No female surfer is more deserving of comparison to male counterparts, and I’ve personally witnessed Carissa laying hacks into overhead walls at Rocky Rights that left me feeling instantly and utterly emasculated. But—and this is a pretty big but—should her rising star in the world of women’s surfing outshine the ability of an entire field of lesser-known rippers in the men’s competitive surfing sphere? Should she have been granted a coveted wildcard into a men’s contest over a sea of aspiring and capable candidates? I am, of course, speaking of the golden ticket granted to her for the Haleiwa and Sunset Triple Crown events, and her subsequent showings at both.
I didn’t watch every heat of both events. The surf at Haleiwa looked less like the stuff of North Shore legend and more like an impersonation of the beachbreak down the street from my house when the swell is nil and the wind is like a kiteboarder’s wet dream.
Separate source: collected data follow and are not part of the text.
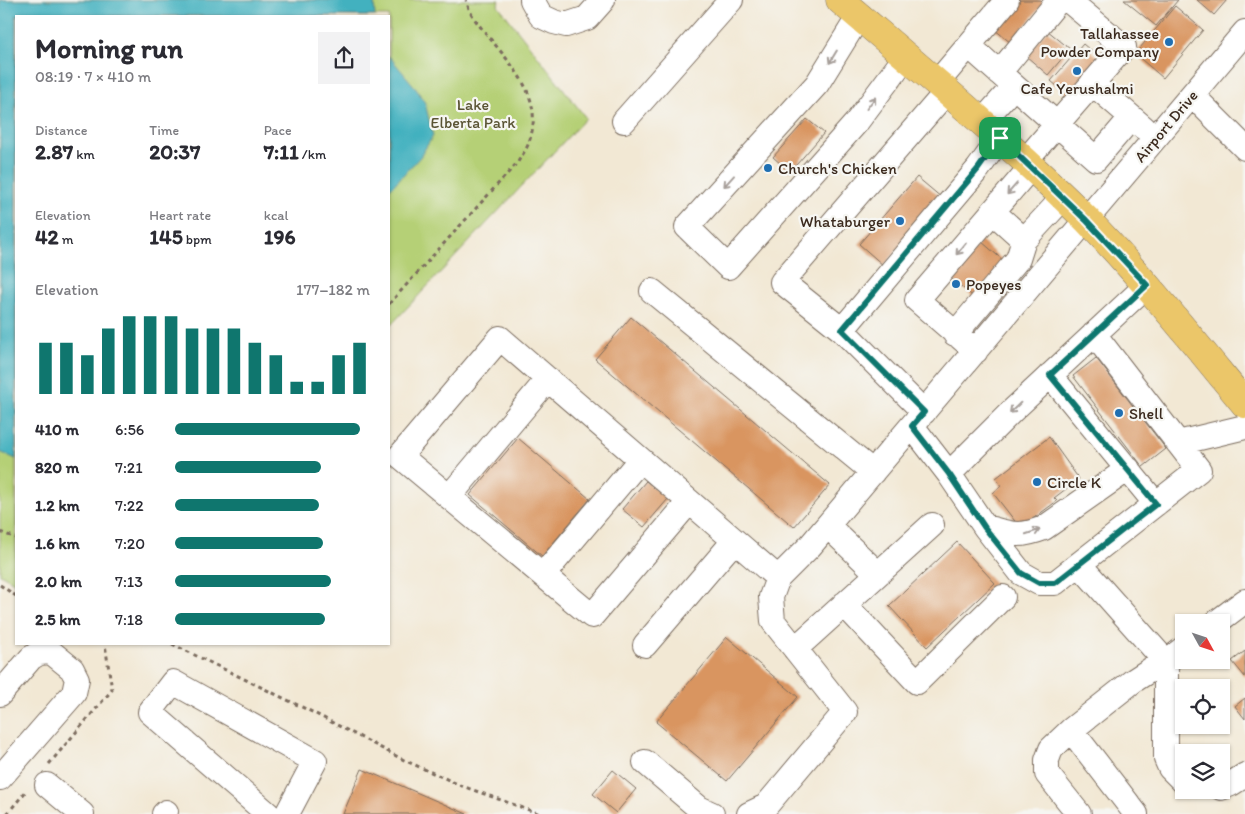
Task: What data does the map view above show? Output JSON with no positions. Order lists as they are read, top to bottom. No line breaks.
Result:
{"streets":{"street":["Airport Drive"]},"parks":["Lake Elberta Park"],"places":["Tallahassee Powder Company","Cafe Yerushalmi","Church's Chicken","Whataburger","Popeyes","Shell","Circle K"],"north":"bottom right","page":{"heading":["Morning run","08:19 · 7 × 410 m"],"stats":[["Distance","2.87 km"],["Time","20:37"],["Pace","7:11 /km"],["Elevation","42 m"],["Heart rate","145 bpm"],["kcal","196"]],"chart":["Elevation","177–182 m"],"list":[{"name":"410 m","note":"6:56"},{"name":"820 m","note":"7:21"},{"name":"1.2 km","note":"7:22"},{"name":"1.6 km","note":"7:20"},{"name":"2.0 km","note":"7:13"},{"name":"2.5 km","note":"7:18"}]}}
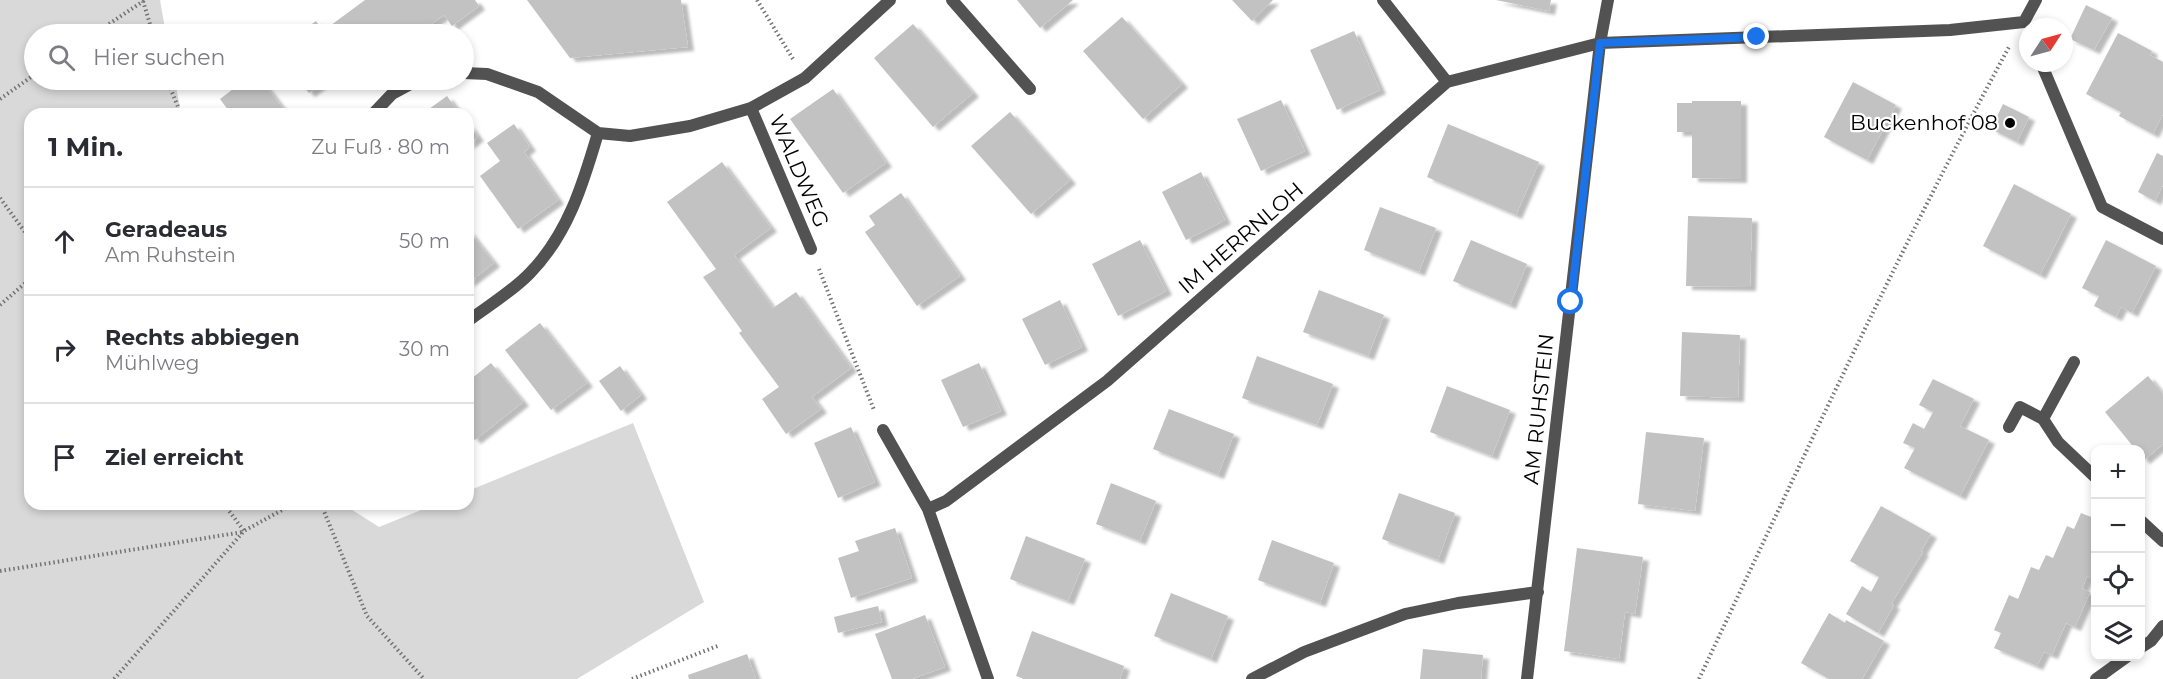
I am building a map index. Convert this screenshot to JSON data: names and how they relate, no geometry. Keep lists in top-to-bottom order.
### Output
{
  "streets": {
    "street": ["WALDWEG", "IM HERRNLOH", "AM RUHSTEIN"]
  },
  "crossings": [
    ["IM HERRNLOH", "AM RUHSTEIN"]
  ],
  "places": ["Buckenhof 08"],
  "north": "top right",
  "page": {
    "search": "Hier suchen",
    "heading": ["1 Min.", "Zu Fuß · 80 m"],
    "list": [
      ["Geradeaus", "Am Ruhstein", "50 m"],
      ["Rechts abbiegen", "Mühlweg", "30 m"],
      "Ziel erreicht"
    ],
    "map_buttons": ["+", "−"]
  }
}
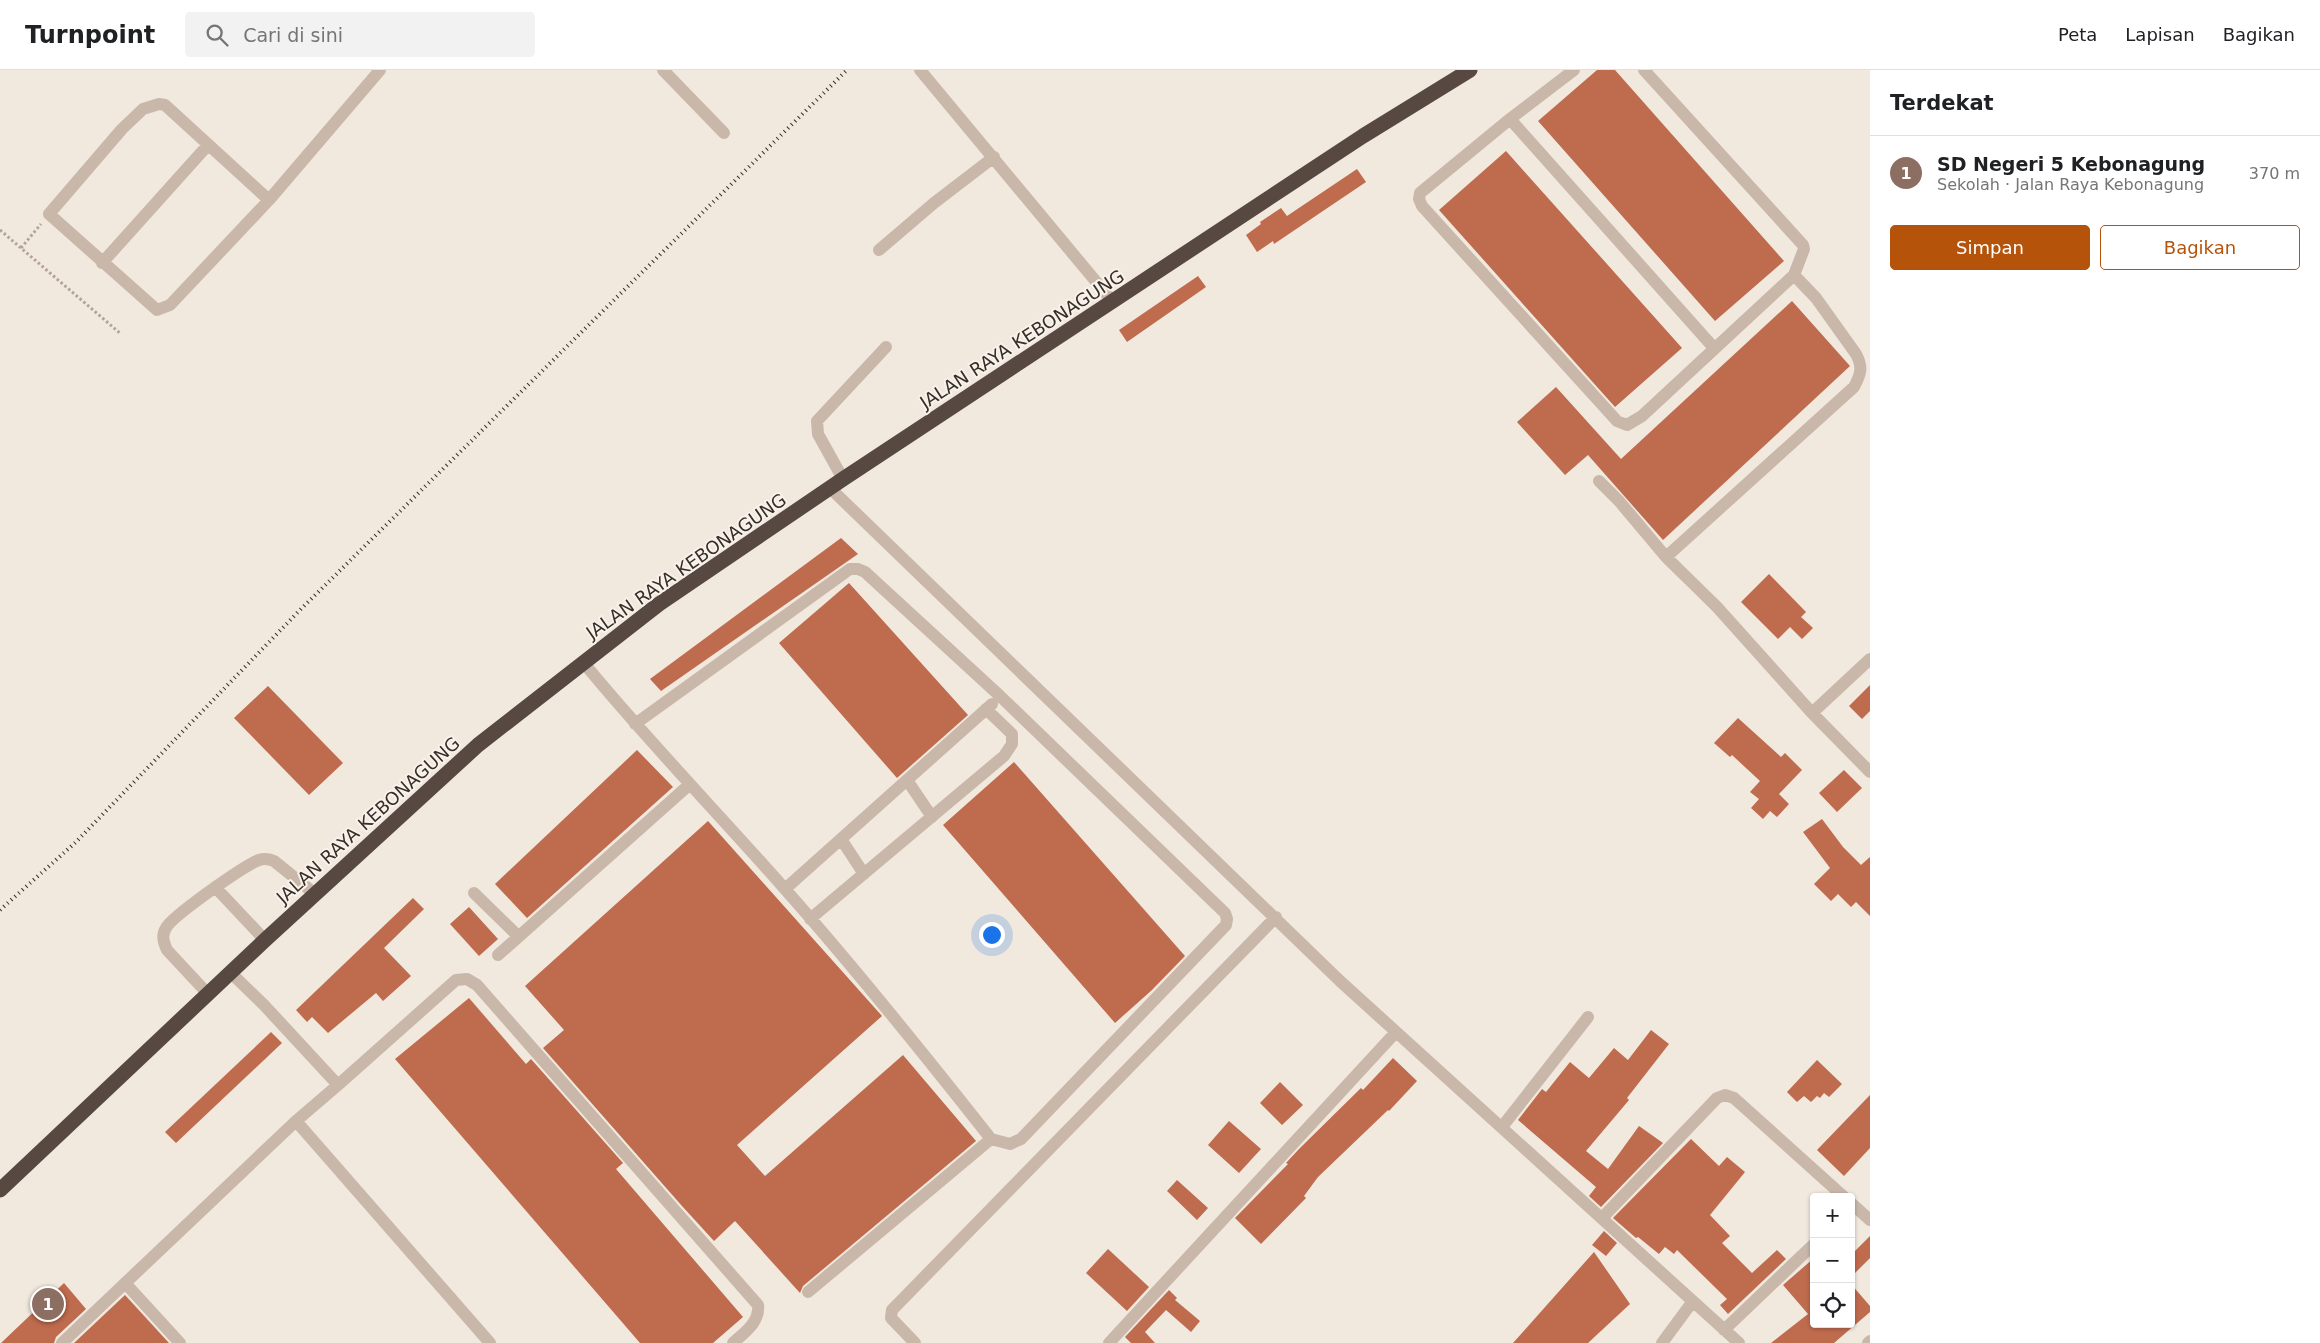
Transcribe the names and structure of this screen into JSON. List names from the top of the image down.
{
  "streets": {
    "highway": ["JALAN RAYA KEBONAGUNG"]
  },
  "page": {
    "header": "Turnpoint",
    "search": "Cari di sini",
    "nav": ["Peta", "Lapisan", "Bagikan"],
    "heading": "Terdekat",
    "list": [
      {
        "mark": "1",
        "name": "SD Negeri 5 Kebonagung",
        "note": "Sekolah · Jalan Raya Kebonagung",
        "value": "370 m"
      }
    ],
    "buttons": ["Simpan", "Bagikan"],
    "map_buttons": ["+", "−"],
    "pins": "1"
  }
}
However, the surf at Sunset thus far has had enough size and scattered barrels to pique my interest. But strangely enough, while I occasionally dodged my ever-growing workload to watch heats, I was honestly biding my time, waiting for Carissa Moore to paddle out and face off against Alain Riou, Mitch Coleborn, and perhaps the most dangerous competitor at Sunset over the last two decades: Sunny Garcia. I don’t know why I was so giddy with anticipation, but that was the one heat I refused to miss that day. What happened was obviously anticlimactic if you, like me, wanted to see David (err…Daisy?) throw the proverbial bucket of spray at Goliath. How amazing would it be, I thought, if Carissa won that heat, and perhaps went on to win more? It would have been the upset to end all upsets. It would have been monumental for Carissa, and monumental for women’s surfing as a whole.
Unfortunately, the fairy tale unraveled in the shifty peaks, and the sobering waves of reality crashed onto the reef at Sunset. I began to believe what many already had—that throwing Carissa into the mix was a concept novel enough to give the event some extra attention. Controversial and with enough potential for massive upset that it would attract thousands of eyeballs to the webcast, including two of my own.
But wait a second, she has won against the men before, right? As a junior, didn’t she take down the boys with frequency, and in a WQS event in San Miguel back in 2007, did she not post a 10-point ride to win her heat against seasoned male competitors? I pondered these things for a moment, and began to convince myself that she hadn’t been given a proper chance at Haleiwa and Sunset. That in the right waves, she would make heats against the men. But then the obvious dawned on me: Everyone is at the same disadvantage. That’s what being a well-rounded surfer is all about and why competitive surfing is so ripe for upsets in the first place. It can be awful for an entire heat, and a single perfect wave can line up in front of anyone, like a lump of golden fate ready to carry them into their next heat. Sunny, Mitch, and Alain all dealt with the same wonky rights, heaving seemingly at random before backing off into an unrideable dribble of foam.
By that logic, if the level of talent was equal, Carissa should have had an advantage given that local knowledge tends to pay off when conditions falter. But the field wasn’t equal. I’m not sexist, but I’ve also never seen the best WNBA team face off against an NBA team. Nor have I seen anything similar in skateboarding, snowboarding, tennis, soccer, baseball, or football (that one would be brutal). It happened once in 2003 when women’s golf superstar Annika Sorenstam played against the PGA men in the Bank of America Colonial, but that also ended in tears, quite literally.
So I ask, with respect for the Women’s World Champion, was giving Carissa the wildcard to a men’s event a sincere act, offering a worthy competitor a shot at earning a podium appearance? Or was it a novel one, aimed at grabbing our attention?